Author: Bernard Cornwell
A fugitive English forester and mercenary defender saves young novitiate Melisande and, defending himself from a vengeance-seeking rapist priest and Melisande’s father, finds himself slogging his way to Agincourt as an archer in King Henry V’s army.
A unique novel, looking at one the greatest battles, a battle that was a turning point in history, from many points of view, by a master storyteller. Bernard Cornwell has been thinking about this subject for years. He has long wanted to write a book about a single battle, the events that lead up to it, the actual days in the battle and the aftermath from multiple viewpoints. Agincourt, fought on October 25th 1415, on St Crispin’s Day, is one of the best known battles, in part through the brilliant depiction of it in Shakespeare’s Henry V, in part because it was a brilliant and unexpected English victory and in part because it was the first battle won by the use of the longbow.
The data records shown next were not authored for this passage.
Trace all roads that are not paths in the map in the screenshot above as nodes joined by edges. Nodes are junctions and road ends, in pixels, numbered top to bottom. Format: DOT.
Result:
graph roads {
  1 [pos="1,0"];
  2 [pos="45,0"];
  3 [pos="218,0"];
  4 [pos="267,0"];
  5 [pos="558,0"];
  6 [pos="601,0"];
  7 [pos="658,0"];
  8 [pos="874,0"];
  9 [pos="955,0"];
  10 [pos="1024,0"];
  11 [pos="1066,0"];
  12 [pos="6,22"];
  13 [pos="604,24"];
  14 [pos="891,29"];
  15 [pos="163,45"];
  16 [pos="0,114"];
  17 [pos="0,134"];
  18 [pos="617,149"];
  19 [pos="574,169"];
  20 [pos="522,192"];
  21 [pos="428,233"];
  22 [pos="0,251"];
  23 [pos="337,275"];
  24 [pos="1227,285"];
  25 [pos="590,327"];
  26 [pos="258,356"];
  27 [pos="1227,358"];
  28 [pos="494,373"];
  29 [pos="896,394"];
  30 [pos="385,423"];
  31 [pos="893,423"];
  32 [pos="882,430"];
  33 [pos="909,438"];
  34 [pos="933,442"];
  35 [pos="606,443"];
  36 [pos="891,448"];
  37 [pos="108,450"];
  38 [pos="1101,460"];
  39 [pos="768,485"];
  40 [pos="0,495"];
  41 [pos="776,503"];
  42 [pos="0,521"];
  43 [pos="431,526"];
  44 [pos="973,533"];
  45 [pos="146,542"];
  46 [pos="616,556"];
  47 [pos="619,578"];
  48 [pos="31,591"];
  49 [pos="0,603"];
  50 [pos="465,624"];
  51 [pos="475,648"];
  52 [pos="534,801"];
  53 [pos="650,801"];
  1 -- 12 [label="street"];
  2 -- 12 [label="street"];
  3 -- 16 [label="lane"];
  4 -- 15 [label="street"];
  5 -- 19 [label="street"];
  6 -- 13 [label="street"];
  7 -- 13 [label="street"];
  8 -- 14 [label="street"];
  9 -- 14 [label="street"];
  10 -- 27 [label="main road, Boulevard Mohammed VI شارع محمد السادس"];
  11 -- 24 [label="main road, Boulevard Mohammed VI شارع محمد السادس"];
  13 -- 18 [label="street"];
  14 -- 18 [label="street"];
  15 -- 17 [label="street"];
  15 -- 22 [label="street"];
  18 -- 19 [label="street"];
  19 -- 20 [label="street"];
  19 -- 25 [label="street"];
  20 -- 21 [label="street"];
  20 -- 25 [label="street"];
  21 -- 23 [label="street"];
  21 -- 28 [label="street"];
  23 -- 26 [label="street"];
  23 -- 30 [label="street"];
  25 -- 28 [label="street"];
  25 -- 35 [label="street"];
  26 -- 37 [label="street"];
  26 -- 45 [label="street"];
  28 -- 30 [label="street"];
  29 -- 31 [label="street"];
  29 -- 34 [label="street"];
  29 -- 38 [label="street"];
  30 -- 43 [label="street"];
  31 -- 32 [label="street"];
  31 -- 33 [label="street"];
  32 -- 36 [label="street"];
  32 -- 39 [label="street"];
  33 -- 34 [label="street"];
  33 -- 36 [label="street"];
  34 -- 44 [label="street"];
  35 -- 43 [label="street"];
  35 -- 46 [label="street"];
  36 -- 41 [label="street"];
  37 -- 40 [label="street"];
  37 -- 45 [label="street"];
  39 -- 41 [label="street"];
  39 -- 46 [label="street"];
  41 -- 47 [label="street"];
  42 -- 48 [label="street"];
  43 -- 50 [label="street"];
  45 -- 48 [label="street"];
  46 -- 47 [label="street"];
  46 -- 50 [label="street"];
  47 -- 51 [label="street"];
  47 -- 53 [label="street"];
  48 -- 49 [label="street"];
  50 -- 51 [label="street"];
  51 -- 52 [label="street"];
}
This was a weapon developed in this form only by the English – parishes were forced to train boys from as young as eight daily – and enabled them to dominate the European battlefields for the rest of the century. Lively historical characters abound on all sides but in Bernard Cornwell’s hands the fictional characters, horsemen, archers, nobles, peasants are authentic and vivid, and the hour by hour view of the battle is dramatic and gripping.